Data-enabling safety relays add value to simple machines

Inside Machines: Safety relay advances help machine builders cost-effectively meet customers’ compliance goals while addressing needs for a connected enterprise.


Machine builders asked to meet customers' requirements for safety compliancy and provide access to production information in one safety component have had very few cost-effective options; depending on the application, an advanced safety relay may meet those needs. Sophisticated integrated-safety controllers can manage safety functions and seamlessly share information enterprise-wide, but they are cost-prohibitive for simple safety functions. Cost-effective safety relays and simple controls manage safety functions but do not share production and diagnostic information.

Rockwell Automation safety solutions include the Allen-Bradley Guardmaster 440C-CR30 configurable safety relay (shown). These relays are configured via the Connected Components Workbench software from Rockwell Automation and can be used in conjunction wit

In the past, safety relays had to be hardwired back to the controller for any diagnostic information. Multiple safety functions were addressed by adding multiple safety relays, taking up additional panel space and complicating troubleshooting.
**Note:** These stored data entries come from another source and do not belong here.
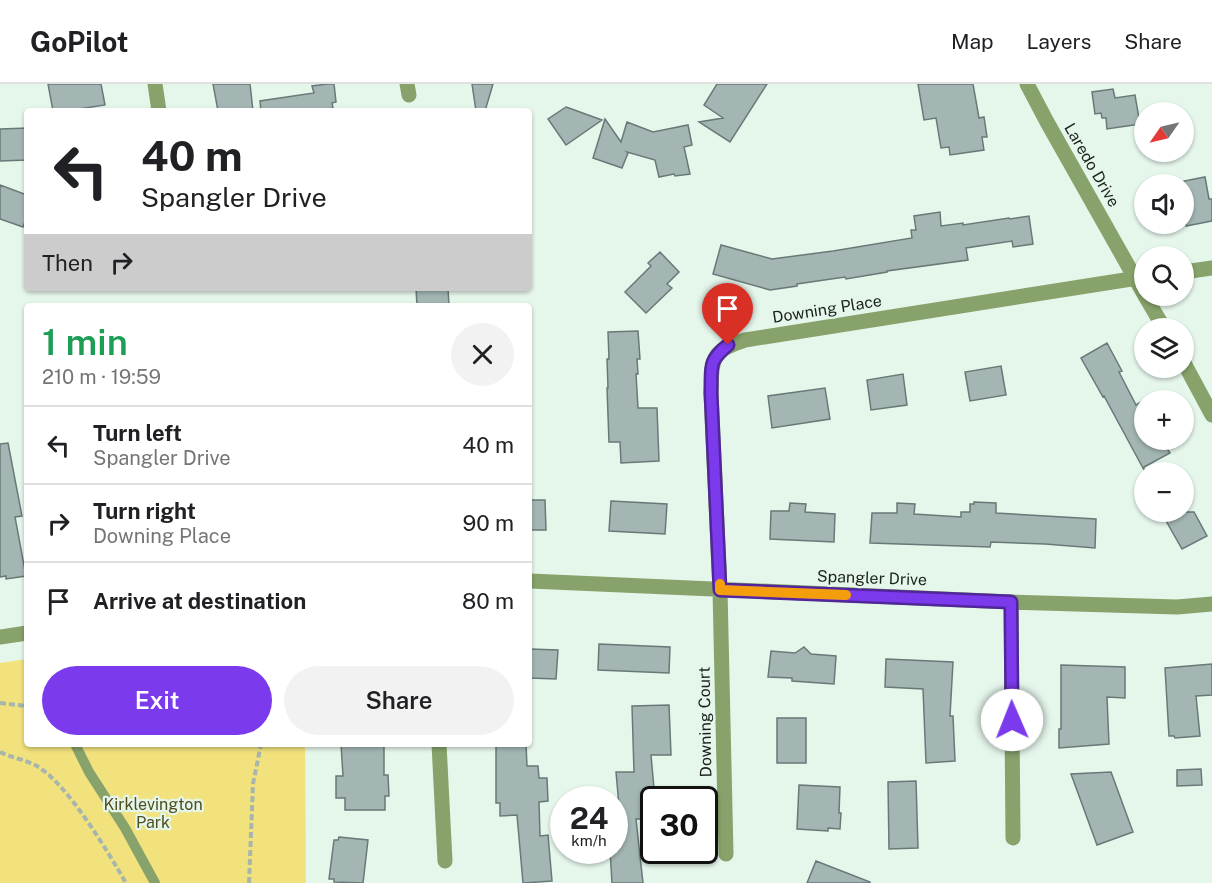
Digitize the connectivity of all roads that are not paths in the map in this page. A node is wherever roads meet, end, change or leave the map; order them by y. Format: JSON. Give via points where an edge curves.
{"nodes":[{"id":1,"x":155,"y":84,"type":"edge"},
{"id":2,"x":1027,"y":84,"type":"edge"},
{"id":3,"x":159,"y":108,"type":"edge"},
{"id":4,"x":1134,"y":268,"type":"edge"},
{"id":5,"x":1212,"y":268,"type":"edge"},
{"id":6,"x":1194,"y":271,"type":"edge"},
{"id":7,"x":1134,"y":279,"type":"edge"},
{"id":8,"x":1192,"y":378,"type":"edge"},
{"id":9,"x":1212,"y":415,"type":"edge"},
{"id":10,"x":532,"y":581,"type":"edge"},
{"id":11,"x":720,"y":590,"type":"junction"},
{"id":12,"x":1011,"y":602,"type":"junction"},
{"id":13,"x":1212,"y":604,"type":"edge"},
{"id":14,"x":24,"y":633,"type":"edge"},
{"id":15,"x":0,"y":637,"type":"edge"},
{"id":16,"x":76,"y":747,"type":"edge"},
{"id":17,"x":439,"y":747,"type":"edge"},
{"id":18,"x":1013,"y":838,"type":"dead end"},
{"id":19,"x":726,"y":854,"type":"dead end"},
{"id":20,"x":445,"y":861,"type":"dead end"},
{"id":21,"x":155,"y":883,"type":"edge"}],
"edges":[{"from":1,"to":3,"type":"street"},
{"from":2,"to":4,"type":"street","name":"Laredo Drive"},
{"from":5,"to":6,"type":"street"},
{"from":7,"to":11,"type":"street","name":"Downing Place","via":[[728,345],[712,362]]},
{"from":8,"to":9,"type":"street"},
{"from":10,"to":11,"type":"street","name":"Spangler Drive"},
{"from":11,"to":12,"type":"street","name":"Spangler Drive"},
{"from":11,"to":19,"type":"street","name":"Downing Court"},
{"from":12,"to":13,"type":"street","name":"Spangler Drive","via":[[1177,607]]},
{"from":12,"to":18,"type":"street"},
{"from":14,"to":15,"type":"street"},
{"from":16,"to":21,"type":"lane"},
{"from":17,"to":20,"type":"street"}]}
Safety diagnostics are not just for safety. Information end users can gain from recent advances in safety relays that can help protect those on the plant floor and also help keep production levels high, ease troubleshooting, and reduce downtime.
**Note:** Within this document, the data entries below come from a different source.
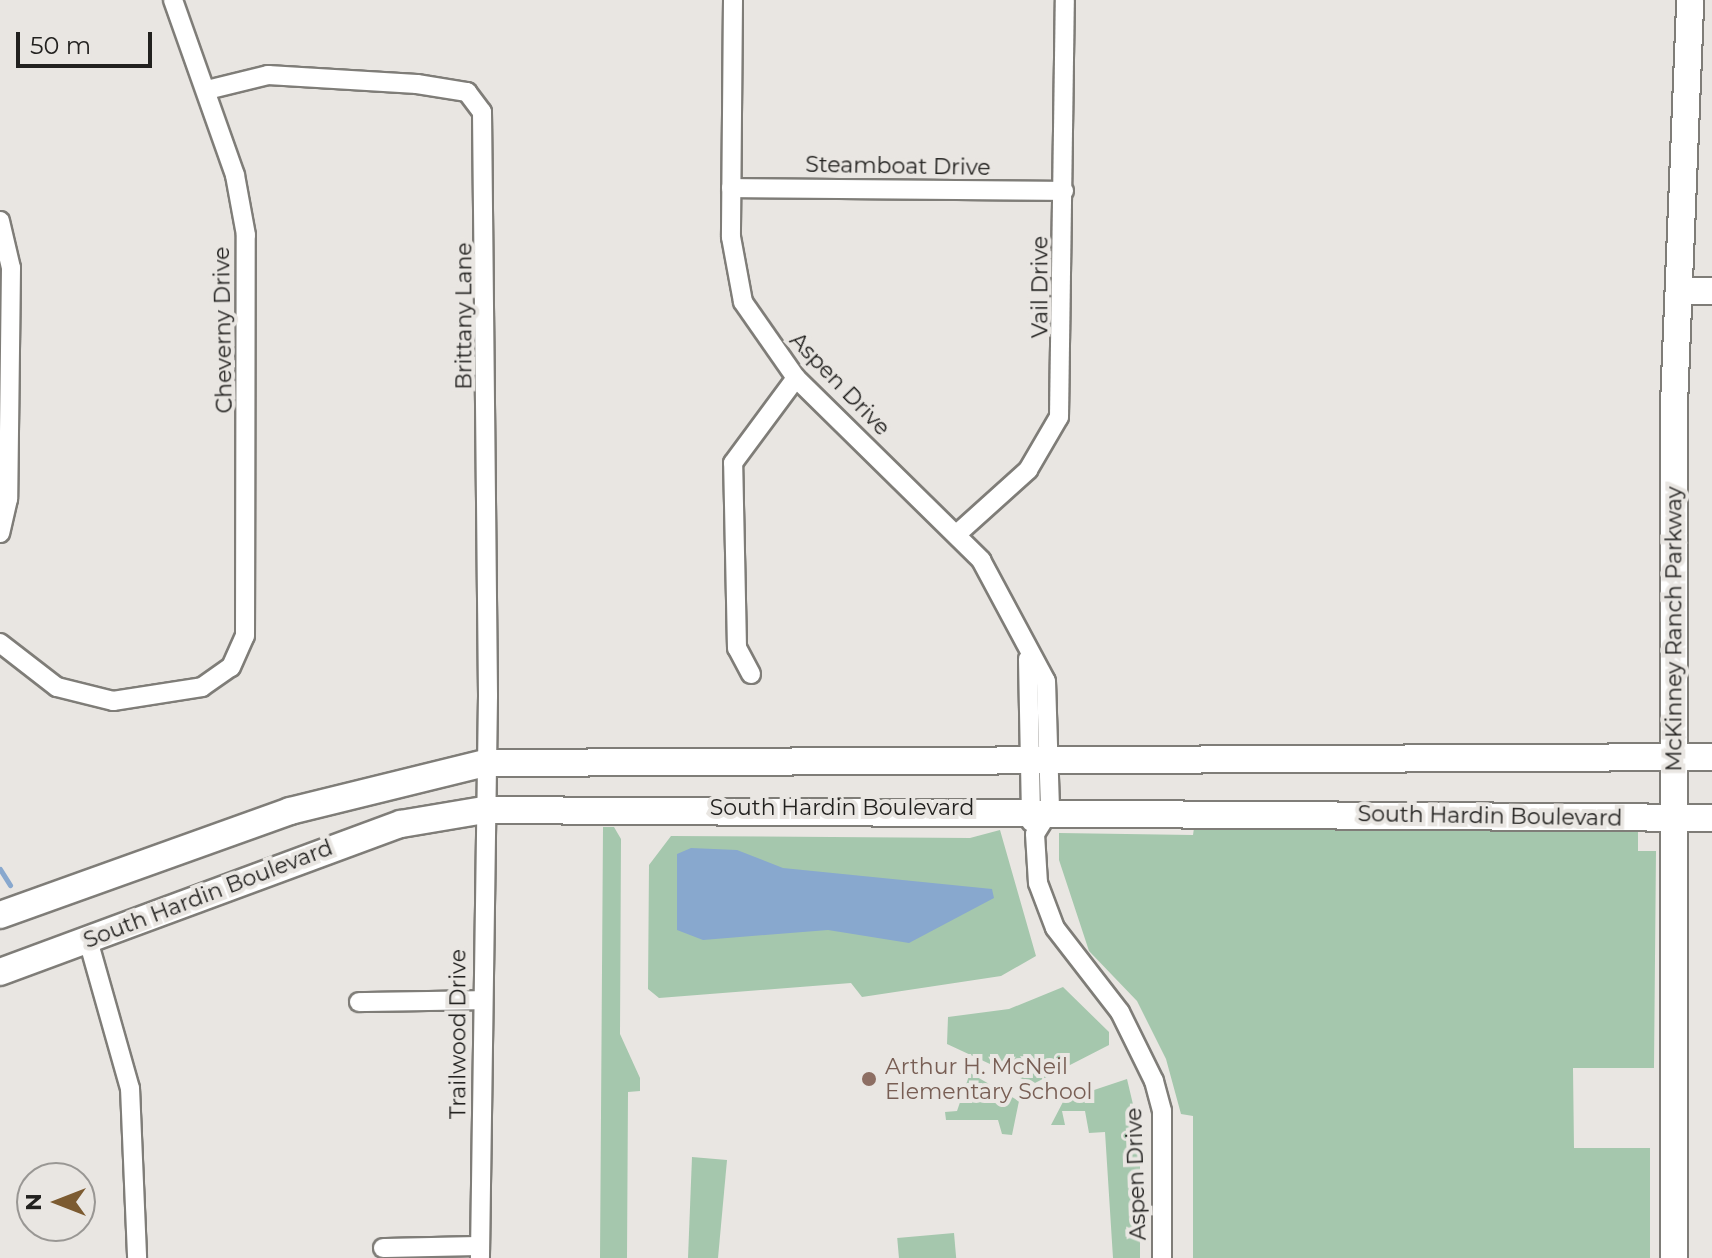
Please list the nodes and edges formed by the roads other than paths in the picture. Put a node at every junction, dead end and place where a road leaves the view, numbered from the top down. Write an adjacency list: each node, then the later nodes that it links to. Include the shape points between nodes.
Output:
1 (173, 0): 5 (street, Cheverny Drive)
2 (733, 0): 6 (street, Aspen Drive)
3 (1065, 0): 7 (street, Vail Drive)
4 (1690, 0): 9 (main road, McKinney Ranch Parkway)
5 (207, 90): 14 (street, Cheverny Drive, via 239,190 248,266 249,606 231,667 180,695 113,701 57,687); 19 (street, Brittany Lane, via 268,75 452,87 478,101 488,152)
6 (731, 188): 7 (street, Steamboat Drive); 11 (street, Aspen Drive, via 734,271 743,302)
7 (1064, 191): 13 (street, Vail Drive, via 1059,417 1028,470)
8 (0, 221): 12 (street, via 11,268 8,499)
9 (1679, 291): 10 (main road); 17 (main road, McKinney Ranch Parkway)
10 (1712, 291)
11 (796, 378): 13 (street, Aspen Drive); 15 (street, via 733,463 737,648)
12 (0, 533)
13 (957, 534): 16 (street, Aspen Drive, via 1005,598 1028,659 1046,681)
14 (0, 643)
15 (751, 674)
16 (1037, 757): 17 (main road, South Hardin Boulevard); 19 (main road, South Hardin Boulevard); 20 (street, Aspen Drive)
17 (1674, 757): 18 (main road, South Hardin Boulevard); 22 (main road, McKinney Ranch Parkway)
18 (1712, 757)
19 (486, 763): 21 (street, Brittany Lane); 24 (main road, South Hardin Boulevard, via 290,811)
20 (1038, 809): 21 (main road, South Hardin Boulevard); 22 (main road, South Hardin Boulevard); 32 (street, Aspen Drive, via 1038,883 1055,928 1120,1012 1154,1081 1162,1111)
21 (484, 810): 25 (main road, South Hardin Boulevard, via 401,824); 27 (street, Trailwood Drive)
22 (1674, 818): 23 (main road, South Hardin Boulevard); 33 (main road, McKinney Ranch Parkway)
23 (1712, 818)
24 (0, 915)
25 (88, 940): 26 (main road, South Hardin Boulevard); 31 (street, via 130,1088)
26 (0, 972)
27 (482, 1000): 28 (street); 30 (street, Trailwood Drive)
28 (359, 1002)
29 (383, 1248): 30 (street)
30 (480, 1252)
31 (137, 1258)
32 (1162, 1258)
33 (1674, 1258)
With the growth of—and priorities around—networked connectivity, the automation industry has responded to machine builders' needs. Machine builders of simple machines now can gain diagnostics and network safety functions without implementing overly sophisticated safety systems. They can keep safety functions and standard control separate, but use one network to share data for one system view. 
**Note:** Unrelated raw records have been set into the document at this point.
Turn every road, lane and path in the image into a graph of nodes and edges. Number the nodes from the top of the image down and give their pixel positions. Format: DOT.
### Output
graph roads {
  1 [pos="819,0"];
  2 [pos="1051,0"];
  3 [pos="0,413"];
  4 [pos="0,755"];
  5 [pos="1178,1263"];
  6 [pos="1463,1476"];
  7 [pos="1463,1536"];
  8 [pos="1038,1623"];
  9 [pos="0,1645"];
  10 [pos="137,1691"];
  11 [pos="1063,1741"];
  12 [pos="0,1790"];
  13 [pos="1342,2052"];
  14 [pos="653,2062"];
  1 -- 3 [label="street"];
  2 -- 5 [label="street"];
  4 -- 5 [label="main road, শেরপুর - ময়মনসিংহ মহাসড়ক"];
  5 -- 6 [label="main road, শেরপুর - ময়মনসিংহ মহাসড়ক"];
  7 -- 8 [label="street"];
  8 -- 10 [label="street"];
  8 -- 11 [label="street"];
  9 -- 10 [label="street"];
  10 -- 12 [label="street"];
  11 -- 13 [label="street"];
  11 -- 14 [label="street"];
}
More options for implementing safety

Two options now available to machine builders and end users are safety relays on a network and configurable safety relays. Machine builders can choose the safety solution and standard control for any level of complexity that meets the required safety functions and budget.

The first option is putting a safety relay on an ODVA EtherNet/IP network, connected to the controller. For the lowest level of complexity, networking safety relays allows machine builders to stay at fewer I/O points by providing more production-data insights by using an Ethernet protocol.

Machine builders who want to stick with standard control and simple safety can also gain diagnostics with configurable safety relays. These relays only require a network connection to the controller, easing setup and troubleshooting. With one communications interface for standard control and safety, users can see extensive diagnostics and status information.

Some configurable safety relays can now be programmed in the same software environment as the standard control, reducing costs for initial wiring of safety and safety diagnostics. The flexible configuration also allows end users to re-engineer and more rapidly integrate application changes without incurring the high cost of rewiring. 

Faster restarts, application example

Networking simple safety functions-through either a safety relay or a configurable safety relay-provides machine-production insights to end users, eases wiring and troubleshooting, and improves uptime and productivity. It keeps safety simple, separate, and flexible.

For example, consider a food manufacturer that has a bread-slicing and bagging production line. The bread slicer is contained within an enclosed area, with an e-stop and guarding functions. Once the bread is sliced, it moves down the line to a separate machine for bagging. If the door to the slicer opens, the e-stop is triggered and the line shuts down.

Until recently, the facility operator would have to manually check all parts of the line to confirm what had happened, extending downtime costs.

Now, machine builders can provide bread-slicing machines with networked safety functions. Diagnostics are communicated to a human-machine interface (HMI) for easier viewing. The operator can see that the door is open, shut it, and more quickly and safely restart the line.

Safety scales, information flows

The same benefits can be gained across industries, from consumer packaging goods to automotive-in any machine with a simple safety system. Machine builders also can retrofit machines with configurable safety relays for end users, removing numerous safety relays from the panel and adding insights.

Leading automation providers know that safety scales, but information always flows. Builders of simple machines now have options for diagnostics at any level of complexity and control.

For example, a configurable safety relay can communicate via Ethernet with an EtherNet/IP network interface designed for safety applications. The safety relay, configured with software from the same vendor, can serve as the standard control.

- Thomas Helpenstein is product manager, Rockwell Automation; edited by Mark T. Hoske, content manager, CFE Media, Control Engineering,

ONLINE October has additional information and links.

Key concepts

  • Advanced safety relays help machine builders cost-effectively meet customers' compliance goals while improving networked communications in the enterprise.
  • Machine builders can retrofit machines with configurable safety relays for end users, removing numerous safety relays from the panel and adding insights.
  • Simple safety functions, when networked, provide machine-production insights to end users, ease wiring and troubleshooting, and improve uptime and productivity.

Consider this

Have you re-examined the efficiency of your machine safety designs in light of updated machine safety technologies?